Unsere Republik wird die Proteste daher aushalten – sofern alle die Spielregeln respektieren. Wer Maskenpflicht und Mindestabstand für Freiheitsberaubung hält, muss sich fragen lassen, welchen Freiheitsbegriff er hat. Die Freiheit jedes Bürgers, das wussten schon die Staatsphilosophen der Aufklärung, endet dort, wo die Freiheit seines Nachbarn beginnt. Auf diesem Grundsatz basieren unsere Verfassung und unser Gemeinwesen.

Freiheit ist kein Freibrief für Egoismus und Schrankenlosigkeit, sondern heißt immer auch Verantwortung. Wenn ein Staat funktionieren soll, setzt er im Interesse der Gesamtheit Regeln durch, selbst wenn nicht jeder Quertreiber sie einsieht. Auch Autofahrer, die Ampeln verfluchen, müssen bei Rot halten. Niemand kann nachts um drei in seiner Wohnung die Stereoanlage aufdrehen, ohne Besuch von der Polizei zu riskieren. Selbst die Gurtpflicht ist in unserer Gesellschaft allgemein akzeptiert, obwohl ein Verstoß nicht andere gefährdet, sondern nur den Gurtmuffel selbst.

In Zeiten der Pandemie heißt das: Jeder darf für seine Ansichten auf die Straße gehen.
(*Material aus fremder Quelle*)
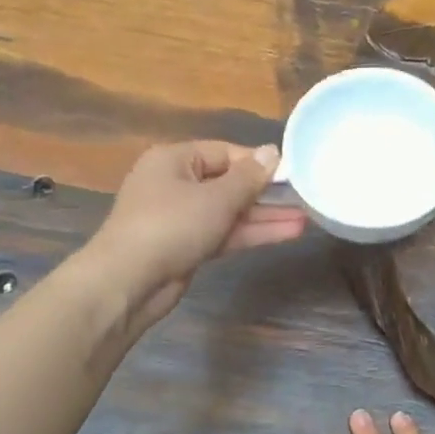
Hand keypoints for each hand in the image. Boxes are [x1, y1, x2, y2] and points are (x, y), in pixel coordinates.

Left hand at [89, 141, 305, 331]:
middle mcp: (175, 184)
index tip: (291, 173)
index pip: (224, 152)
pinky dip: (250, 233)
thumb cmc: (171, 226)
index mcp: (174, 160)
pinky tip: (285, 234)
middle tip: (304, 196)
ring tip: (305, 218)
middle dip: (266, 193)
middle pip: (228, 183)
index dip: (258, 162)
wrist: (129, 282)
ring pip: (229, 212)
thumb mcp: (215, 198)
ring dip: (264, 216)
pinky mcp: (187, 247)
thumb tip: (272, 152)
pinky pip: (224, 233)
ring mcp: (180, 218)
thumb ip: (248, 178)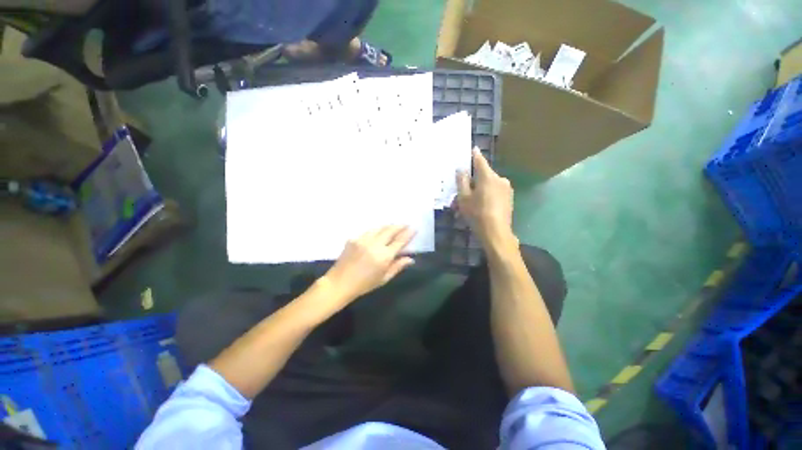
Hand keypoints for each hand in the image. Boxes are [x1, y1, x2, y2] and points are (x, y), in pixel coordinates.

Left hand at [322, 225, 415, 302]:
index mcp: (384, 256)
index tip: (414, 228)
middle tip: (405, 224)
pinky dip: (376, 230)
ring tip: (394, 226)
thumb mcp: (384, 278)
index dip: (408, 234)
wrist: (339, 283)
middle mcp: (374, 245)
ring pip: (379, 228)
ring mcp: (363, 240)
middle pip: (390, 230)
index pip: (399, 241)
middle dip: (399, 226)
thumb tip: (410, 259)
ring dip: (388, 226)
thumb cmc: (364, 284)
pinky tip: (378, 231)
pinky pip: (369, 231)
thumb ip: (398, 266)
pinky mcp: (354, 238)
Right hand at [456, 148, 515, 246]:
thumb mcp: (464, 198)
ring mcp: (506, 189)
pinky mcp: (509, 199)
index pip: (480, 161)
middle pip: (482, 176)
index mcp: (488, 176)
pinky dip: (485, 197)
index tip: (473, 148)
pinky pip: (494, 193)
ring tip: (466, 206)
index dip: (474, 155)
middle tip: (459, 195)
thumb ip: (462, 181)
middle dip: (470, 184)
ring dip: (476, 193)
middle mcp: (500, 179)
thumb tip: (461, 170)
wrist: (496, 233)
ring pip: (487, 186)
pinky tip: (477, 209)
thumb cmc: (477, 214)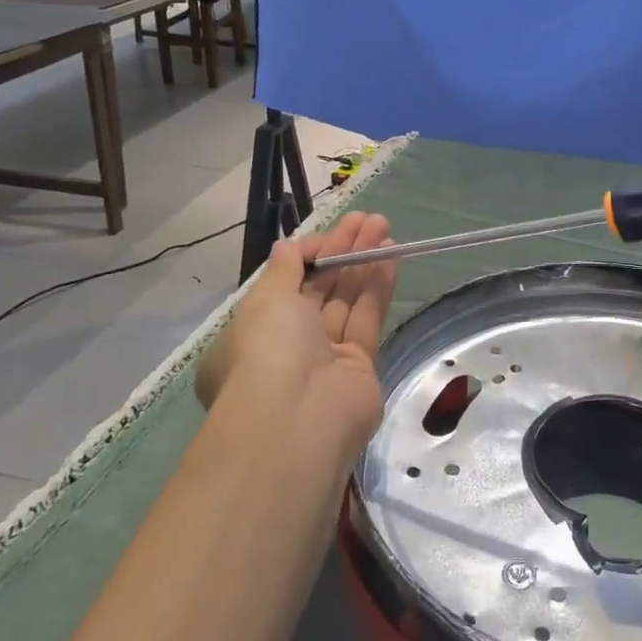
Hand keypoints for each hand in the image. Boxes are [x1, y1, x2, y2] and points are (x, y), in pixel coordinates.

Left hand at [194, 213, 399, 449]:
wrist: (297, 421)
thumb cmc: (267, 350)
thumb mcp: (265, 299)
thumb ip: (284, 268)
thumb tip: (291, 246)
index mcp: (251, 334)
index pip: (284, 284)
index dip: (309, 254)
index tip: (331, 231)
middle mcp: (286, 346)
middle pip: (318, 288)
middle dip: (342, 251)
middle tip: (368, 219)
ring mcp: (324, 358)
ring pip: (346, 300)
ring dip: (363, 262)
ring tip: (385, 227)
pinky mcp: (358, 367)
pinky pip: (367, 318)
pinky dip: (377, 286)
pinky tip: (390, 256)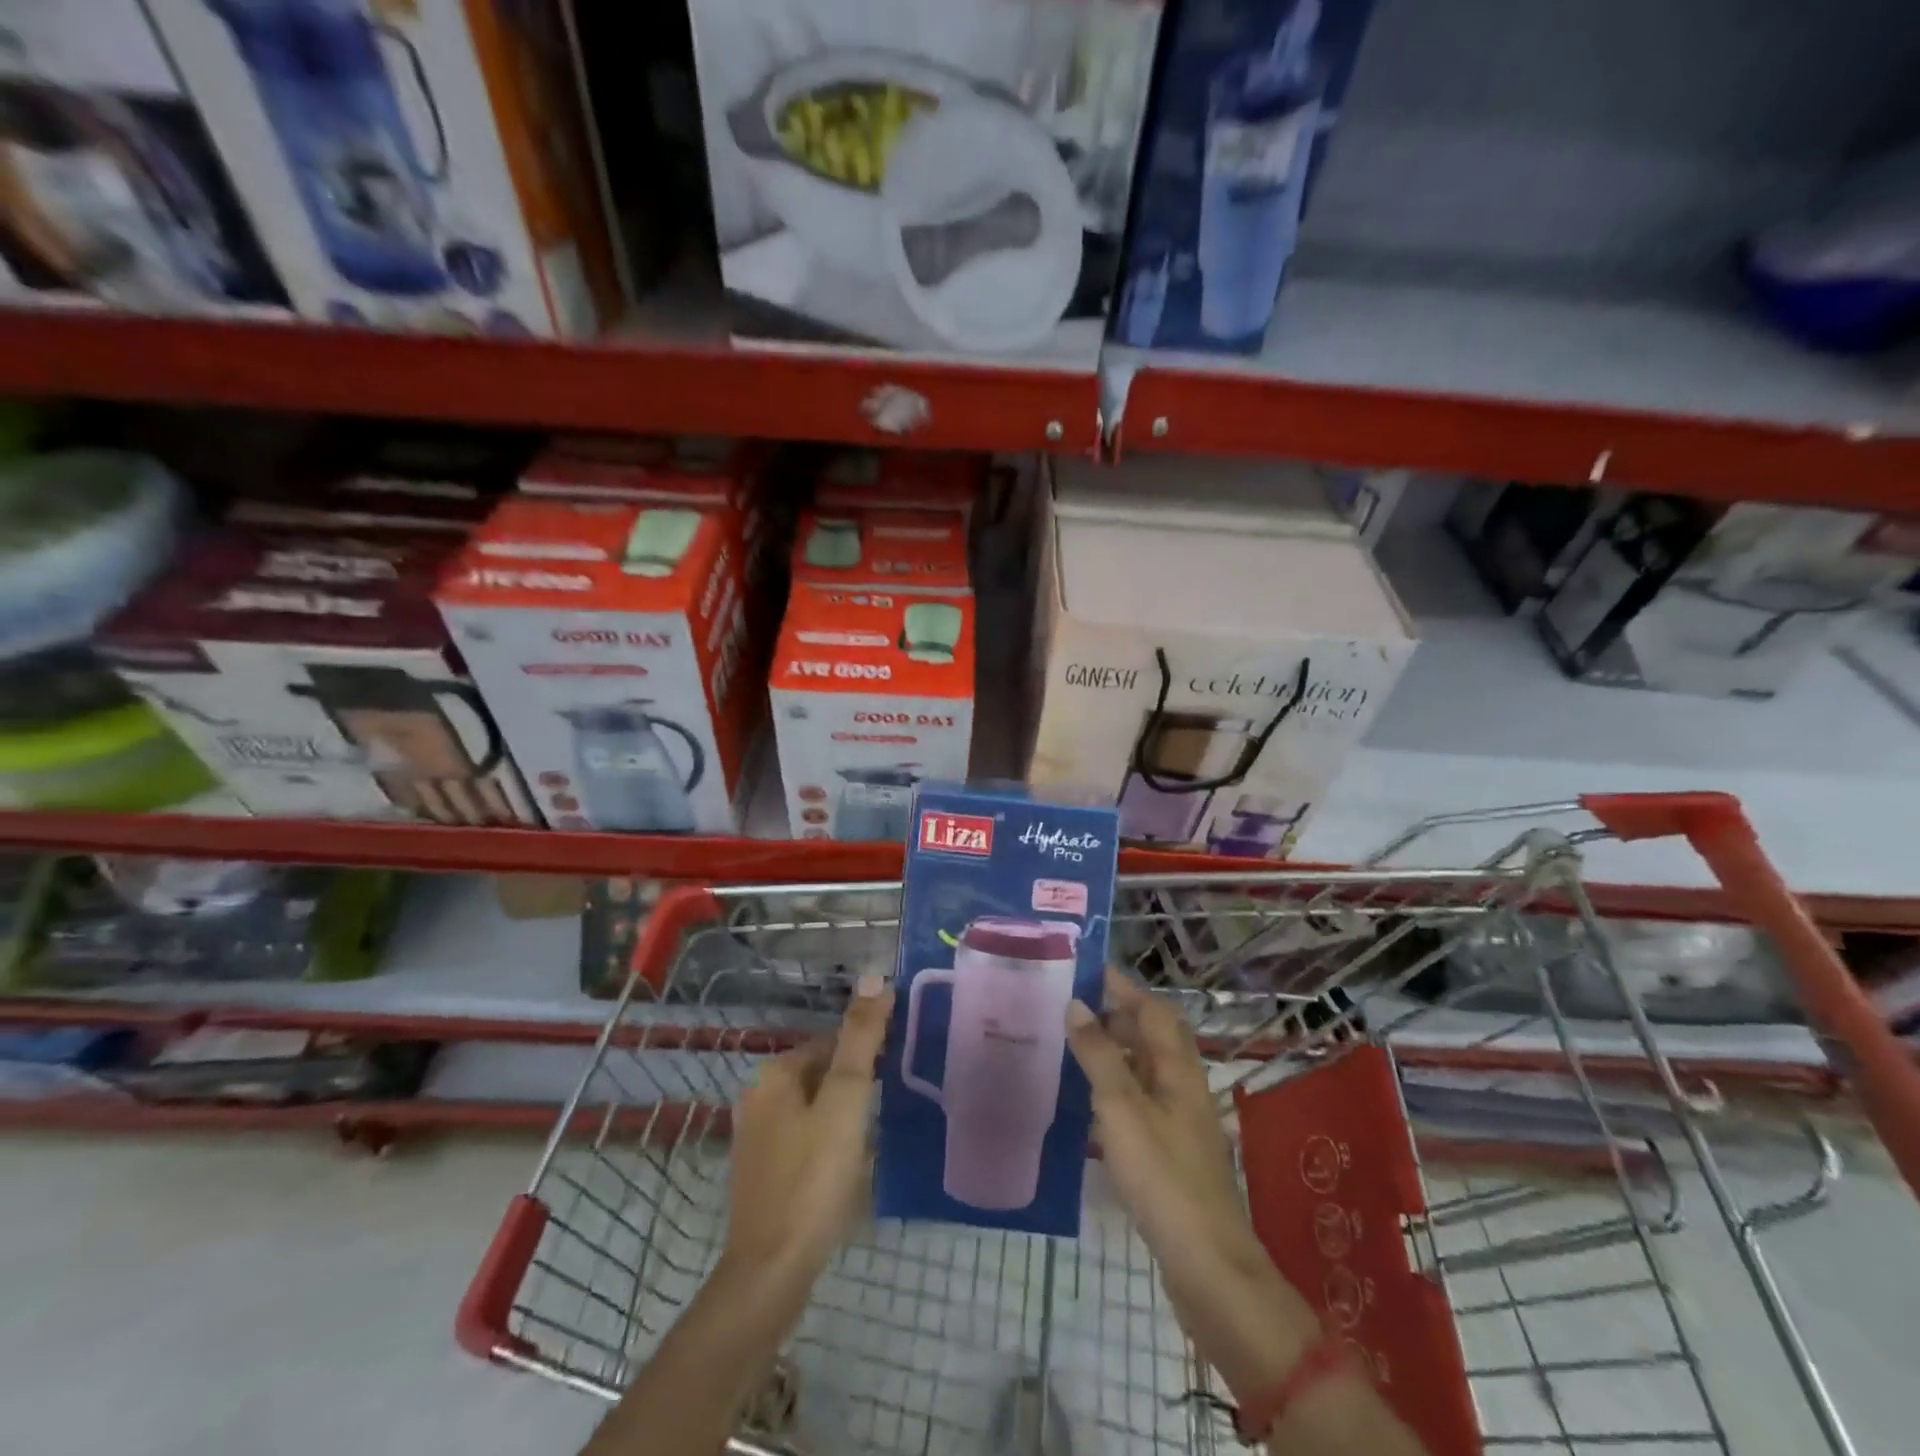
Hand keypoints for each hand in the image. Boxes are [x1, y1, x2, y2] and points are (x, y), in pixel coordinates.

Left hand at [724, 975, 893, 1285]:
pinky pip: (803, 1137)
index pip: (831, 1041)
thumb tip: (873, 977)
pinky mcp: (761, 1173)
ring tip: (879, 1131)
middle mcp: (758, 1097)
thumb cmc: (814, 1177)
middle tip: (894, 1102)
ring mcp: (756, 1138)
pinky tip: (849, 1163)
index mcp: (775, 1074)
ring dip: (844, 1111)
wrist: (772, 1271)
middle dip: (856, 1081)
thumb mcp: (846, 1100)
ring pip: (813, 1106)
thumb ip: (860, 1038)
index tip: (901, 1068)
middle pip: (821, 1072)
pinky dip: (828, 1139)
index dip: (868, 1050)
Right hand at [1066, 970, 1320, 1400]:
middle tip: (1074, 1007)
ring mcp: (1180, 1121)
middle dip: (1119, 1015)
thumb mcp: (1121, 1107)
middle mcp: (1183, 1086)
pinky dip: (1117, 1090)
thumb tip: (1077, 1004)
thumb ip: (1099, 1054)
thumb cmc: (1162, 1174)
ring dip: (1116, 1052)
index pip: (1153, 1009)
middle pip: (1154, 1037)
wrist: (1206, 1261)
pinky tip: (1090, 1104)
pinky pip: (1141, 1102)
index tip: (1088, 970)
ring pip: (1147, 1070)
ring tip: (1074, 1046)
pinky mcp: (1172, 1152)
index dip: (1124, 987)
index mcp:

Er muss sich jedoch fragen lassen, mit wem er marschiert und wie er es mit dem politischen Abstandsgebot hält. Vor allem aber muss er Rücksicht auf Leib und Leben seiner Mitmenschen nehmen. Viele Corona-Rebellen verstoßen bewusst dagegen und tragen ihre Ist-mir-doch-egal-Haltung offen zur Schau. Sie dürfen sich über Gegenwind nicht wundern.